### EXERCISE DESCRIPTION
For each line below that contains the word "улица", make a copy.

'''

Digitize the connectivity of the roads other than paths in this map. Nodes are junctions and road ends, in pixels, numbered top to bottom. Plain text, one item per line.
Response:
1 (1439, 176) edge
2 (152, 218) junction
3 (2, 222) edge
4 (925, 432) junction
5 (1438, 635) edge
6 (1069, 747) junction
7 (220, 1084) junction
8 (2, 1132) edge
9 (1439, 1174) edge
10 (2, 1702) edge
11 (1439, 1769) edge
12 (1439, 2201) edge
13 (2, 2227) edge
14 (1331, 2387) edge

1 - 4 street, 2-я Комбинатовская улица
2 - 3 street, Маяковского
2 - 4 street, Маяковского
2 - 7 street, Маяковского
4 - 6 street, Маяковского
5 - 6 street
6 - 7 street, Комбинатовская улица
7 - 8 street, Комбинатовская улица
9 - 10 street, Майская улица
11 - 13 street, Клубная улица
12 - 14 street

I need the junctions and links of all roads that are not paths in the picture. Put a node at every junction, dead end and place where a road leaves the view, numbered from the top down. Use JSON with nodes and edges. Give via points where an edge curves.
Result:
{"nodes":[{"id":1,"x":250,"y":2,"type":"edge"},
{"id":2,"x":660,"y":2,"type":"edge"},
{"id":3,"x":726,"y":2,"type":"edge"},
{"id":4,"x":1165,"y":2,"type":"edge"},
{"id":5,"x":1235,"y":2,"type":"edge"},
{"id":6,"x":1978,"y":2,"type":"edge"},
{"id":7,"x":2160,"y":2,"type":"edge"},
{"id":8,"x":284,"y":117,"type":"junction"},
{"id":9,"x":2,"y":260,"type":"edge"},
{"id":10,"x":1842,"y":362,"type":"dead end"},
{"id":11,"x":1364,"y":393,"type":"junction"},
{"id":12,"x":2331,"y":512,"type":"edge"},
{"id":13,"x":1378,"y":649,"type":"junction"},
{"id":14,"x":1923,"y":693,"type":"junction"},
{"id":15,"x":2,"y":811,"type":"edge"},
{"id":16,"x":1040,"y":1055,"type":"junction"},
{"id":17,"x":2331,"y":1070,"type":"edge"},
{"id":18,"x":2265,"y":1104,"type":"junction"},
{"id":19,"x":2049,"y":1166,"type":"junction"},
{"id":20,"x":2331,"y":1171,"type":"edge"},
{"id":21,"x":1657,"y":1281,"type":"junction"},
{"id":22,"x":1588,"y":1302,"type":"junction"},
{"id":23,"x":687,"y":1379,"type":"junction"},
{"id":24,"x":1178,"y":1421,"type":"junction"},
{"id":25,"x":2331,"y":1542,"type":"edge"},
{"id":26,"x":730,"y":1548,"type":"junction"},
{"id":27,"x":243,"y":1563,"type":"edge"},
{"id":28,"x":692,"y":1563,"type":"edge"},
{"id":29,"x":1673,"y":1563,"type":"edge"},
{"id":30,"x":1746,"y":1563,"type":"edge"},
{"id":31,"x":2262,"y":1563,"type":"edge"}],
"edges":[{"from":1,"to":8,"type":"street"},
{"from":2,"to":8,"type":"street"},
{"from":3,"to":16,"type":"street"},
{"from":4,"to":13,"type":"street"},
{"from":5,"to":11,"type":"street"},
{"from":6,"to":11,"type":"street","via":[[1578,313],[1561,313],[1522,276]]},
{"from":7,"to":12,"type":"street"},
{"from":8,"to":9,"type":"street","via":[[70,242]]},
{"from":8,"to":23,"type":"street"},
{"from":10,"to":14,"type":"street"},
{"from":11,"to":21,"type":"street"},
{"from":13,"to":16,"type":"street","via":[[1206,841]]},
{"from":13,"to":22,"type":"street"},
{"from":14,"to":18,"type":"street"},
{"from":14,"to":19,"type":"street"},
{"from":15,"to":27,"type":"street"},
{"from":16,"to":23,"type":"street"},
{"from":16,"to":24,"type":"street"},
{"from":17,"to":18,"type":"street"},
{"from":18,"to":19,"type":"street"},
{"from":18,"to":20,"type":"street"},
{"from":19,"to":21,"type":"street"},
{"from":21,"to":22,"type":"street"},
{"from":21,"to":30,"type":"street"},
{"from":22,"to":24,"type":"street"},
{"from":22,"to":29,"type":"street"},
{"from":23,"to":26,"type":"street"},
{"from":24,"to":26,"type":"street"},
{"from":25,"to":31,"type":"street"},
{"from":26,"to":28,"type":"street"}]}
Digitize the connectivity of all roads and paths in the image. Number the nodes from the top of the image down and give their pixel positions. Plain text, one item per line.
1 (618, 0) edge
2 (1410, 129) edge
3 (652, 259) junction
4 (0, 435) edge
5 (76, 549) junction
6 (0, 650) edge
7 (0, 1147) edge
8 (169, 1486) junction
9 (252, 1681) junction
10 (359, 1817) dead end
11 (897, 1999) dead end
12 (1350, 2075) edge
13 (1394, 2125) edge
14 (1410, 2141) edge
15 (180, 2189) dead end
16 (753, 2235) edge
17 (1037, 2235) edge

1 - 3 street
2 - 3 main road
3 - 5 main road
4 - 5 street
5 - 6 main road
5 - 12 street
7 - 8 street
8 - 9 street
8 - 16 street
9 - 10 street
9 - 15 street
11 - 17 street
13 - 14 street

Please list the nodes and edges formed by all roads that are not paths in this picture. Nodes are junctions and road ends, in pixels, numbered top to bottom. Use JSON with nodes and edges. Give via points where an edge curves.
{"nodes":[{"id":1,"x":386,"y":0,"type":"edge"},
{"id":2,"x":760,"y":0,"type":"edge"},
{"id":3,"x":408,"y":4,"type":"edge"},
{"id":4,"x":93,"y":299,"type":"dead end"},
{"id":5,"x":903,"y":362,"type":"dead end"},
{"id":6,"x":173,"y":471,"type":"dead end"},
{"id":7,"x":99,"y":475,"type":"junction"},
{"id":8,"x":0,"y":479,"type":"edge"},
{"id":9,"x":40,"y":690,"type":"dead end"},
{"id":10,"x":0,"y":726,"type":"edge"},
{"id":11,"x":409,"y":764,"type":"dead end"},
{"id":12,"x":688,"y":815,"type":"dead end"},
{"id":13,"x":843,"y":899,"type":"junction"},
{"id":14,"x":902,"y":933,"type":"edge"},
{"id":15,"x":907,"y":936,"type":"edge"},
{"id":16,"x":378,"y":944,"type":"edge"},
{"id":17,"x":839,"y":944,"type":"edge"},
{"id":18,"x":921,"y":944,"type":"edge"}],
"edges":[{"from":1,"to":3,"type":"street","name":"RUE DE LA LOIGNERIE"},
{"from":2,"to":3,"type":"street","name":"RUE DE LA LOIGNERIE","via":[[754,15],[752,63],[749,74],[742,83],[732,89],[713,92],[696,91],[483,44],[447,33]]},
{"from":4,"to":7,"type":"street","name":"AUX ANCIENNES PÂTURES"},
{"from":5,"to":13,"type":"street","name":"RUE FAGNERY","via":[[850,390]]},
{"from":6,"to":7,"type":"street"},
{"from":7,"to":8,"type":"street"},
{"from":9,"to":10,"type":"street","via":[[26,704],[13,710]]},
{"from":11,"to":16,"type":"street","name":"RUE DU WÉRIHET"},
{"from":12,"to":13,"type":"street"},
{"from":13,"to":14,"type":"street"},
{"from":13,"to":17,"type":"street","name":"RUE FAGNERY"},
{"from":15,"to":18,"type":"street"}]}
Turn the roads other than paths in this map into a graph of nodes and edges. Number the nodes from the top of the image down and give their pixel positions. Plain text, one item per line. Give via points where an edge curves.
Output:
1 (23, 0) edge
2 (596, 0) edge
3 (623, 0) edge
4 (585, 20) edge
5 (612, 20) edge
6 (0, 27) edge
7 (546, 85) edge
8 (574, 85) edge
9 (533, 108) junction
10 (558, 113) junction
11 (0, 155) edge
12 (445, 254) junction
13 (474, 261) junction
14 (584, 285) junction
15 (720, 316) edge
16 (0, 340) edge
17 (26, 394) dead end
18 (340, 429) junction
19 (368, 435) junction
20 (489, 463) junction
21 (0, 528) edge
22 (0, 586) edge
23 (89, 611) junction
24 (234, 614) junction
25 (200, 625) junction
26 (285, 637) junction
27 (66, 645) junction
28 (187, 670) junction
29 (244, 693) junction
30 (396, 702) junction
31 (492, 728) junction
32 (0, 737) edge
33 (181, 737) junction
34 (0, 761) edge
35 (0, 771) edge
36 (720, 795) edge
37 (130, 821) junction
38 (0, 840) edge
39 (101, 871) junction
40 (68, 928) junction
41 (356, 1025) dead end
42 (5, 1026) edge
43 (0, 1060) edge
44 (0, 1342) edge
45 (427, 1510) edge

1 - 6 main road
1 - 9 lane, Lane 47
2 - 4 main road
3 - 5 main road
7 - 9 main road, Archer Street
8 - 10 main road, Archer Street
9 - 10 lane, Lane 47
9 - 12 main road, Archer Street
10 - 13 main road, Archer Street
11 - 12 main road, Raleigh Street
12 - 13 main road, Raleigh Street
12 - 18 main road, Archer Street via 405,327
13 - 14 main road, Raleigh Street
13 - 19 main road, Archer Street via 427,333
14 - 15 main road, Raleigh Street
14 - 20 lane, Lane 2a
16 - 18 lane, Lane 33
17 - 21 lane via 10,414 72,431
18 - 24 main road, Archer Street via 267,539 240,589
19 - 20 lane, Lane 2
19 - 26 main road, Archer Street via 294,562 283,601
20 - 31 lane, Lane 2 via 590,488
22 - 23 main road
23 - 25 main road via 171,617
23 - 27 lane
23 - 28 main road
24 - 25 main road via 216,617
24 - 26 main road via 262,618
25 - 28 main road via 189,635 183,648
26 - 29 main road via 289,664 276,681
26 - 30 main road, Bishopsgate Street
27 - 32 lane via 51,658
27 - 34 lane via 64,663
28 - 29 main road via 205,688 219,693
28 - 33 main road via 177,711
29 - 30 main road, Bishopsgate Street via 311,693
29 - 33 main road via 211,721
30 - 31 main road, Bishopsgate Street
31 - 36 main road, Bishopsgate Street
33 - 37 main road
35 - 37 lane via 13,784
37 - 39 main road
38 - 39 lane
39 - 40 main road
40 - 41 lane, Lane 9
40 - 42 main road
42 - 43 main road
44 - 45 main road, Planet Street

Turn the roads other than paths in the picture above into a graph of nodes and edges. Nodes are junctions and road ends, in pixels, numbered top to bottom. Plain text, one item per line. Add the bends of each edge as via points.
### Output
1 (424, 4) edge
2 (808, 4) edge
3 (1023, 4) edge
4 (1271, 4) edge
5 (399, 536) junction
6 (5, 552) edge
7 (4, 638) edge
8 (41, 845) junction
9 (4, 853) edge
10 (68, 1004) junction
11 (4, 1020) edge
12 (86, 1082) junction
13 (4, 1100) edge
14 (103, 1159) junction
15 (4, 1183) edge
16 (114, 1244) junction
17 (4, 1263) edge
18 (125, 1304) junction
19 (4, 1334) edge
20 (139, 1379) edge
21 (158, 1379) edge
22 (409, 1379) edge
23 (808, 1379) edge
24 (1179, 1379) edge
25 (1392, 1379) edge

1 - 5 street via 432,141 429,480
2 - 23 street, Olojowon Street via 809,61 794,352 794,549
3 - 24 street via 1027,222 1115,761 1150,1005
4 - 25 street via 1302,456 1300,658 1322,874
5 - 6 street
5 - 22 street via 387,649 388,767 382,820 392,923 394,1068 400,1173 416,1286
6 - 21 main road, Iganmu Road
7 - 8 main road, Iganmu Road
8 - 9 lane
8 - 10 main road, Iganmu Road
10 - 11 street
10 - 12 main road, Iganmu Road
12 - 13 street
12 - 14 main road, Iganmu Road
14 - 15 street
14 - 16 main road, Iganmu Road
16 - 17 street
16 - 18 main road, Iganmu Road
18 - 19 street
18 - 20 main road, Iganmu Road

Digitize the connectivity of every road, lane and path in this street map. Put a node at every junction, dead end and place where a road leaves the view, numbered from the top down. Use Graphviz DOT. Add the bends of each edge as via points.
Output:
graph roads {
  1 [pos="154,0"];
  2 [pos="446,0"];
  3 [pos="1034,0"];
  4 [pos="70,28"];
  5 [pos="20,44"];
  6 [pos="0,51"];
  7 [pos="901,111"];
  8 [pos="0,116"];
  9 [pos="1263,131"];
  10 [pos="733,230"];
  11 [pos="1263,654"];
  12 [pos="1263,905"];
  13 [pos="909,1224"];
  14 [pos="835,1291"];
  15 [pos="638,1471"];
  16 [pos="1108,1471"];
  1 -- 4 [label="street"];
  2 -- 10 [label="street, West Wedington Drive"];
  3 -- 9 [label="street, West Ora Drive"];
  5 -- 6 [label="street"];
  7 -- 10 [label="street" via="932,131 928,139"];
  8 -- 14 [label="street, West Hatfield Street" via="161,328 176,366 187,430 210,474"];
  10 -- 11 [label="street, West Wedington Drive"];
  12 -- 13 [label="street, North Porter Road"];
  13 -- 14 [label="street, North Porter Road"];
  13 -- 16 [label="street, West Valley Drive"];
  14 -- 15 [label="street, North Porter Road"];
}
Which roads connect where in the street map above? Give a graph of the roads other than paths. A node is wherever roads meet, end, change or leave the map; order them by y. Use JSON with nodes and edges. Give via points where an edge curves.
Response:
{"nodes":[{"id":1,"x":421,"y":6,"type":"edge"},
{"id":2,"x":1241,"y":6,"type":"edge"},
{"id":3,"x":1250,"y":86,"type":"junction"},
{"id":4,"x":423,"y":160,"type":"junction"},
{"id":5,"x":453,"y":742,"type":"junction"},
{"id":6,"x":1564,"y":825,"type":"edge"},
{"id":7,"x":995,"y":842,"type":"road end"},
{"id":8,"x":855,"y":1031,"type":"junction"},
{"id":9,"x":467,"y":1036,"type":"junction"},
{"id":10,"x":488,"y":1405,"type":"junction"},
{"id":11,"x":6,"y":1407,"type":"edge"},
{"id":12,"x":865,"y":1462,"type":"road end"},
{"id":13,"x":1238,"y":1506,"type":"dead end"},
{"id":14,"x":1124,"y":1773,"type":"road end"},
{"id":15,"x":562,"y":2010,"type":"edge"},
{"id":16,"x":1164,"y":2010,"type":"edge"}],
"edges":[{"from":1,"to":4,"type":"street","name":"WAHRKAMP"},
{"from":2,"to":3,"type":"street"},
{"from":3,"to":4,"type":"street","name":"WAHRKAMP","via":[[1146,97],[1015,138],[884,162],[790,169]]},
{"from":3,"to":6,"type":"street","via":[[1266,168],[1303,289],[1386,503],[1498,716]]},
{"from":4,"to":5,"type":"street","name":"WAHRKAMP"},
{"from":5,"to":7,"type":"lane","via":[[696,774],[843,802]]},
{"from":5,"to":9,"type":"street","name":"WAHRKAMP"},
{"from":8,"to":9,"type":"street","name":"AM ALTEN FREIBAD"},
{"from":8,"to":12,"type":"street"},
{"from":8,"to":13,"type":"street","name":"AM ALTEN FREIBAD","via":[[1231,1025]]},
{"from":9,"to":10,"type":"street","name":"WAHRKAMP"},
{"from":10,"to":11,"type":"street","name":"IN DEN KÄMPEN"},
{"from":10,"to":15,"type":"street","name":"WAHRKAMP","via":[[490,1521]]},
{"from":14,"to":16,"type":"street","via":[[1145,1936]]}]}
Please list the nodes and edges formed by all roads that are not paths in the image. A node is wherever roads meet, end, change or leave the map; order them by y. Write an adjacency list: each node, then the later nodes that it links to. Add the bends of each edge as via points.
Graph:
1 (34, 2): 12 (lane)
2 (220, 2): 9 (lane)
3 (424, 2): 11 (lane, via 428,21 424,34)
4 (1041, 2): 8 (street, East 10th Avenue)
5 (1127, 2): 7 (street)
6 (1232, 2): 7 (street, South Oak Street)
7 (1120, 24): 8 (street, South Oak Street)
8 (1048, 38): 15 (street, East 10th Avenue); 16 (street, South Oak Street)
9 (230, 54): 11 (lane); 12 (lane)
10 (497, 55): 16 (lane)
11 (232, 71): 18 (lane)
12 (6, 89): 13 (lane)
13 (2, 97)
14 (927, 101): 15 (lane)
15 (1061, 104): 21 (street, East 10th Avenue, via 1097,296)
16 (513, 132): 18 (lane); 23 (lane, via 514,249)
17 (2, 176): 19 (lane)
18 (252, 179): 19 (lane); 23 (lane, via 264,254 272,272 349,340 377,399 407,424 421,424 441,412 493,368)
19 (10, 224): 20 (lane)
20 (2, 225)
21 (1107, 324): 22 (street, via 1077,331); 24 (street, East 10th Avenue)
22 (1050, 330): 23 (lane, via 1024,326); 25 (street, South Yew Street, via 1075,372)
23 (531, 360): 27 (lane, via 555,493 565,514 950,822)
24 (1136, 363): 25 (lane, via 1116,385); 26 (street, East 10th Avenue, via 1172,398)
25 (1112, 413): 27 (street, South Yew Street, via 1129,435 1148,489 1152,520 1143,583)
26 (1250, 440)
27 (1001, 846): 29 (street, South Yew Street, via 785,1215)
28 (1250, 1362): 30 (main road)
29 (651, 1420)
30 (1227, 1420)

'''

### EXERCISE SOLUTION
1 - 4 street, 2-я Комбинатовская улица
6 - 7 street, Комбинатовская улица
7 - 8 street, Комбинатовская улица
9 - 10 street, Майская улица
11 - 13 street, Клубная улица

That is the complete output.